整個魔樓都染上了一層雪白色,凌可心踩在沒被清掃過的雪地上,一步一個腳印。
“夫人,這雪太涼了,您身子不好,我們還是回去吧。”小桃一個勁兒地勸慰,可她不聽。
越是畏雪畏寒,就越是要出來看,她不希望,到死都沒真真切切感受過雪的柔軟。
腳上有多冰涼,心裡就有多暖,一步一步,像是把走錯的路,又走回來一樣。
“以前我最喜歡春日的桃花,它柔和溫軟,人看了就安心;如今我最喜歡冬日的白雪,看上去冰寒,其實它會無限度地包容你,洗脫你身上的汙濁,以待來日,春暖花開。”
她聲音平靜的很,彷彿真的感覺不到任何疼痛一般。
可她的身體比這地上的雪還要冷。
小桃快要急死了,“夫人,就算您不為自己著想,也該想想先生啊,他陪了你一夜,可一定不是想看你這般樣子啊。”
銀蘭哥哥?
他是最寵著自己的。
凌可心笑的溫柔:“若是哥哥在這裡,一定也會贊同我的每一個決定。哪怕我立刻去死,他也不會有任何怨言,只會細心的給我準備好雕花棺材。”
銀蘭是她唯一的知心人。
纏綿病榻那麼多年,她早就躺夠了,以前是為了沈君陌甘願成為一個藥罐子,如今也是為了她,不做藥罐,逍遙天地。

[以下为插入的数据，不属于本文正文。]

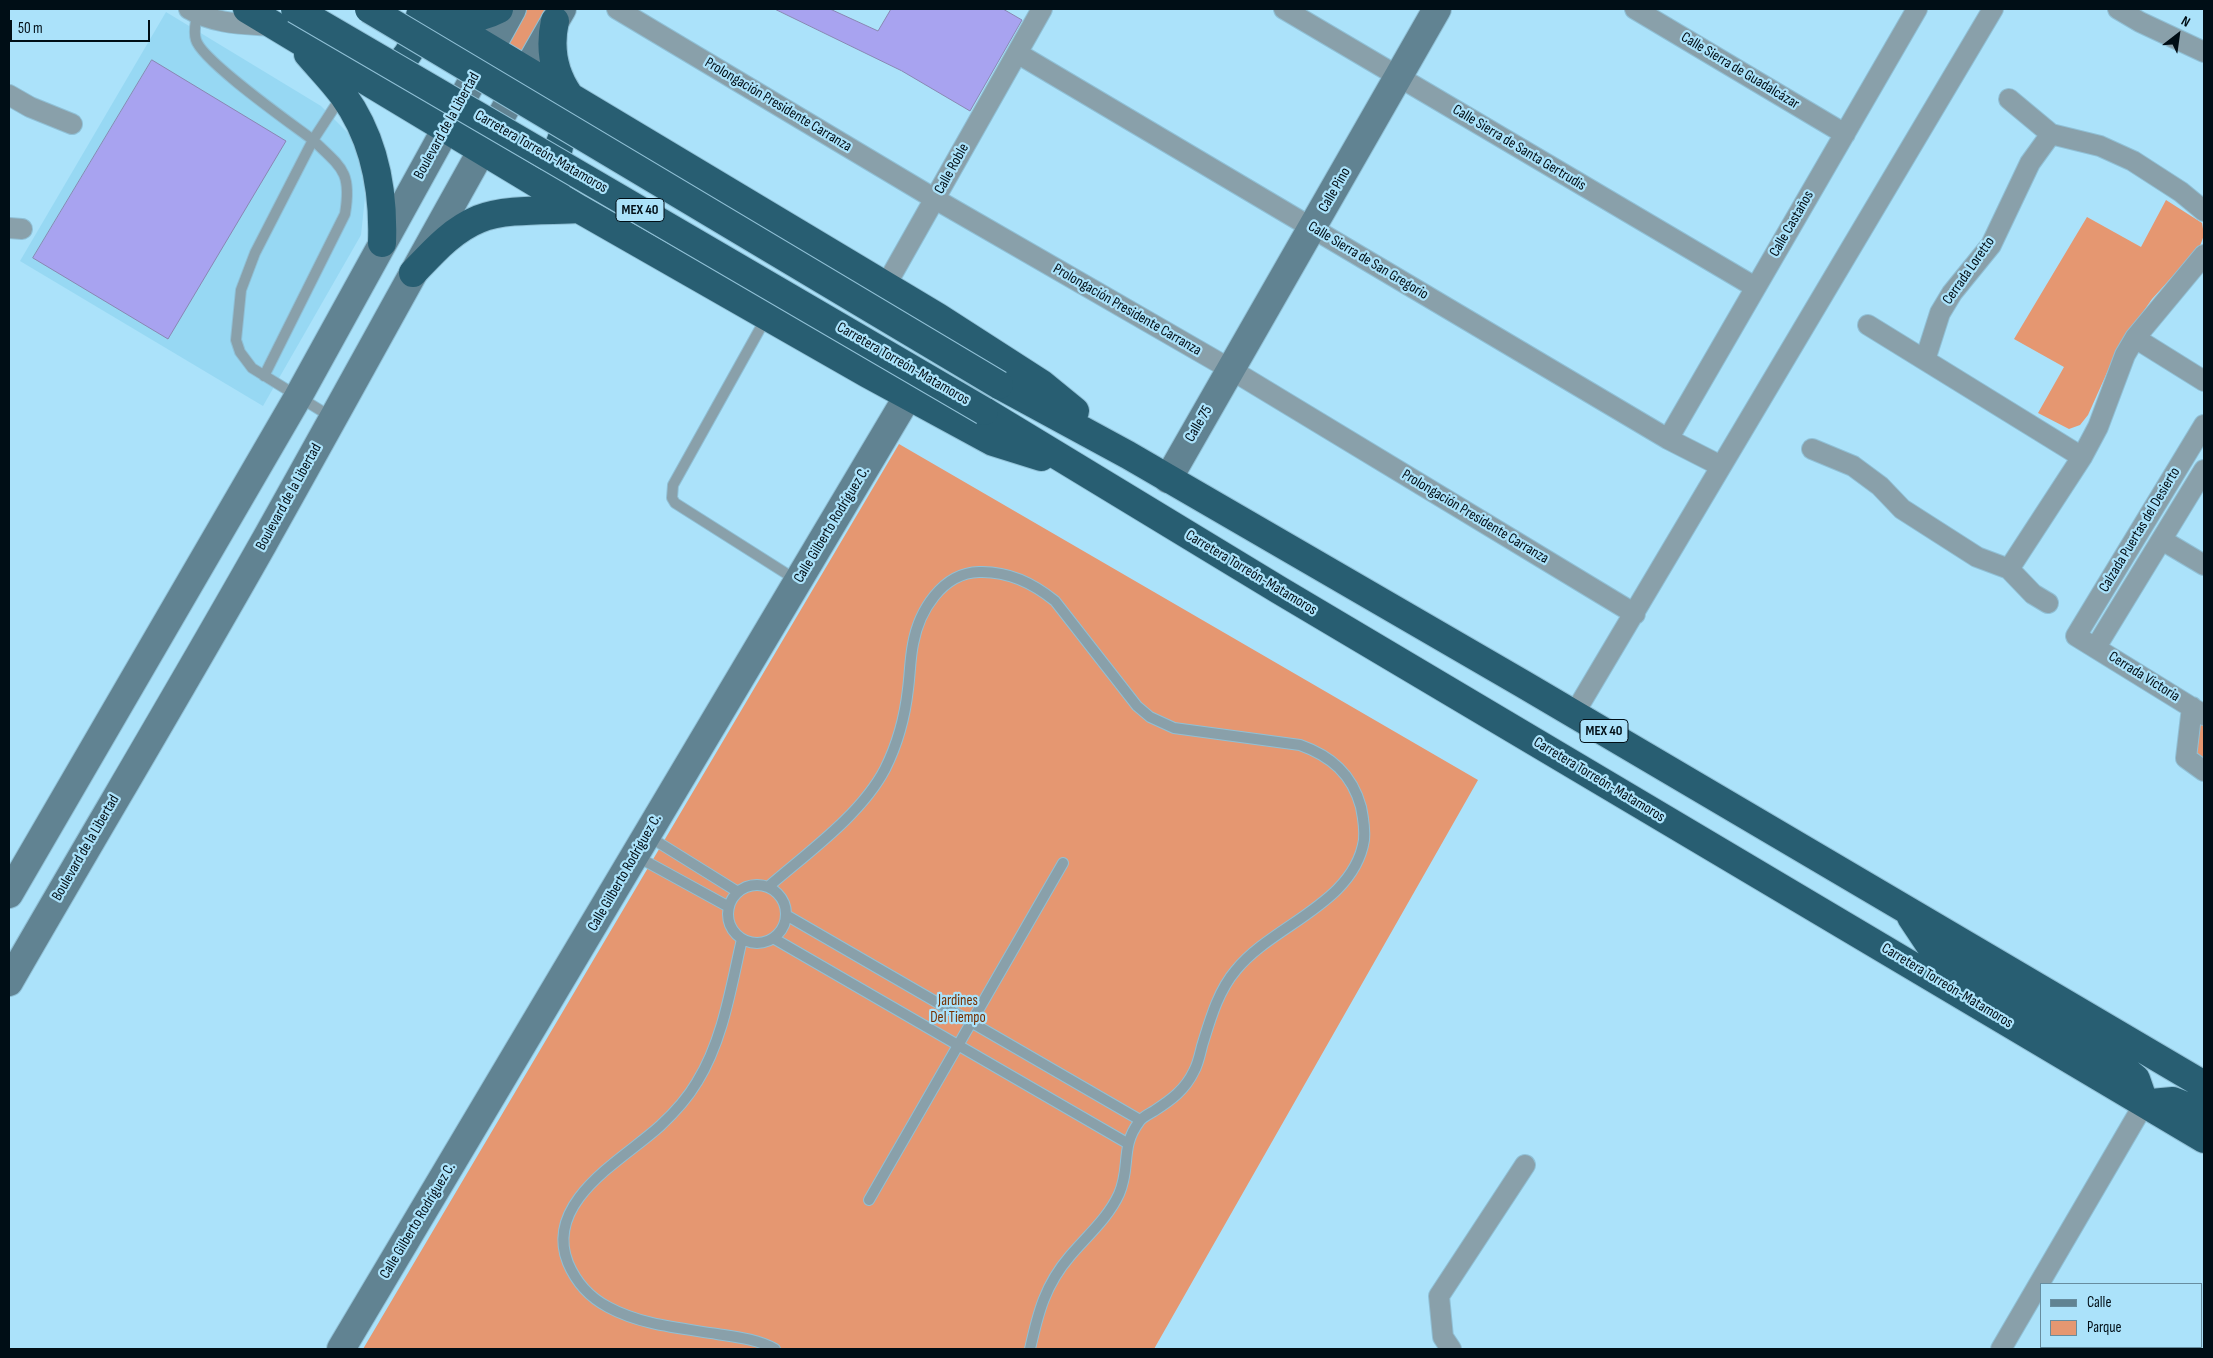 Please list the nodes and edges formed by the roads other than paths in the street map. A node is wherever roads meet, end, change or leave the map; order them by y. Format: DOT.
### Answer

她一路走到了魔樓的主樓,真巧,恰好碰到了一身狐裘剛從裡面出來的桃樹妖。
凌可心頓了頓,剛想轉身,就聽到桃樹妖身旁的侍女道:
“夫人,您昨晚落紅的帕子,尊上說,可以好好儲存下來,不必丟掉,因為那是你們愛的見證,也是尊上能力的見證……夫人,尊上心裡都是您呢。”
落紅,白帕。
深深地刺痛了她的眼睛。
昨晚她和別的女人洞房了啊,而且那個人,是她最恨的人。
桃樹妖的侍女,也叫她夫人。凌可心以為自己是特殊的,至少她是他的正妻。
可今日聽到了這稱呼,她有種被冷水狠狠潑了一身的想法。
“小桃。”她深深吸了一口氣,“我們走吧。”
倔強了那麼久,堅強了那麼久,有什麼用呢?不愛了就是不愛了。
他心裡是有你的位置,可更多的,是給別人的。
凌可心轉過身,還沒抬腳步,就感覺有隻大手狠狠推了自己一把。
她狼狽地一摔,吃了一口的鮮血,胃裡一陣翻滾,臉色煞白的要命。
抬起頭,對上一對紫金靴子,深紫色長衣,往上是男人修長挺拔的身形。
鬼使神差的,她便伸出手,抓住了他的衣角。那樣卑微的,趴在地上,仰望著這個男人。
沈君陌也愣住了,這雙眼眸很熟悉,她不是在示弱,沈君陌能在她黑色瞳孔中看到的,只有平靜。
一種心如止水的平靜,一種將寬容放到最大限度的平靜。
“啊,小夢夫人從臺階上掉下去了!”
不知是誰驚叫了一聲,直接吸引了沈君陌的注意力。他沒有任何停留的,從她身旁略過,去抱住從樓梯上滾下來的桃樹妖。